The company claims to have reduced the complexity of lithium battery manufacturing, reducing production costs by 40% and improving battery characteristics overall. It has already licensed its technology to Volkswagen and Fujifilm and has partnerships for building battery factories with FREYR (Norway), Lucas TVS (India), and Axxiva (China).
The company is planning to build a 43 GW battery factory in Norway, leveraging the country’s low-carbon power grid, and a 38 GWh factory in the USA for $8B, of which $2.5B comes directly from the benefits of the Inflation Reduction Act.
While at an early stage of building its factories, FREYR has already managed to secure a serious commitment from partners in the green industry to buy batteries from it in the 2025-2030 period:
- 10-14 GWh from Impact Clean Power Technology.
- 38 GWh from Nidec Corporation.
- 19 GWh from Honeywell
- 28.5 GWh from Powin
- Undisclosed volume from Maersk, Siemens Energy, Scatec, ITOCHU, and Eguana.

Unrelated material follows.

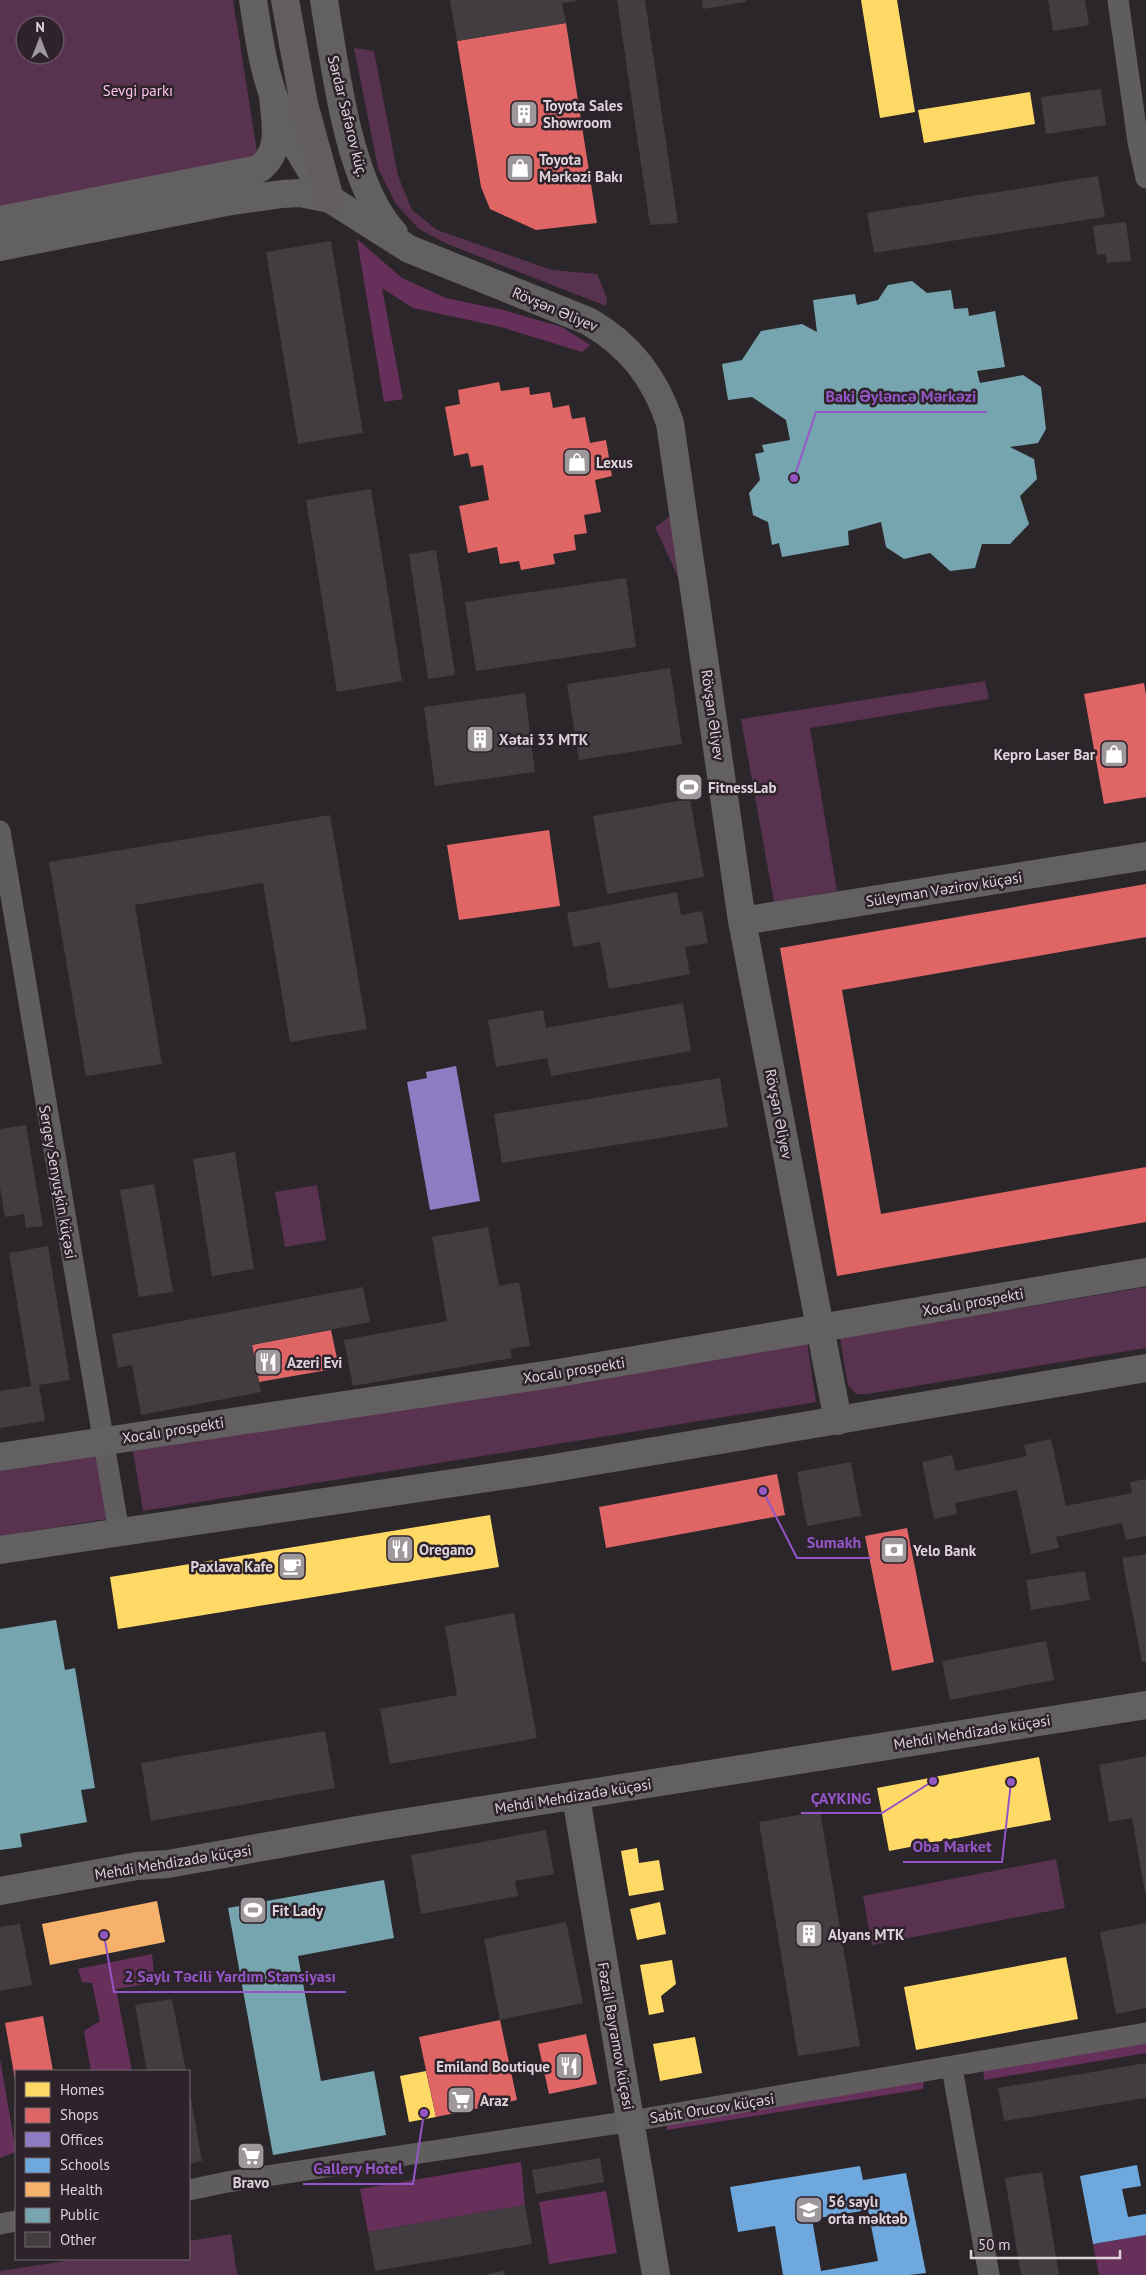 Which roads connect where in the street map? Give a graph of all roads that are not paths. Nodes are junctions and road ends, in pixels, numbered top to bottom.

Investors in FREYR will need to accept the inherent risks and incertitude in a recent venture using a relatively secret technology. They might be reassured by the enthusiastic endorsement of the technology by large and serious industrial partners, who obviously have access to more confidential data.
FREYR also fits into the willingness of the West, and especially the EU, to relocate the green supply chain closer to home and away from China.
ETFs (Exchange Traded Funds)
If you prefer to have exposure to the sector as a whole rather than investing in individual best battery stocks, there are several battery-focused ETFs available, usually with holdings in multiple levels of the battery supply chain.
1. Global X Battery Tech & Lithium ETF (ACDC)
This ETF mixes lithium producers (Alkem, Livent) and battery makers (Tesla, Panasonic), covering most of the battery supply chain. The exposure is low on China and mostly focused on Western countries and its allies, and can be a good option for low geopolitical risk.
2. Amplify Lithium & Battery Technology ETF (BATT)
35% of this ETF’s holdings are in battery tech energy storage and battery components (CATL, LG, Panasonic). The rest is spread on EVs, electricity infrastructure, and battery metals.
3. L&G Battery Value-Chain UCITS ETF (BATT)
The ETF includes automakers (BMW, Mercedes, Renault, BYD) and electric suppliers (ABB, SolarEdge). This can be a complement to battery manufacturer stocks to cover the entirety of the supply chain, maybe together with lithium stocks or ETFs.
Batteries have become increasingly central to modern life and are required in ever-increasing volumes for renewable power, decarbonization, grid stability, and mobility. Leading manufacturers will likely benefit from this growing demand.
With new technological developments emerging on a regular basis and a strategic sector for all the major economic powers, the competition to be among the best battery stocks is intensifying.
Investors should be careful to diversify to limit the risks associated with a specific technology, company, or geography.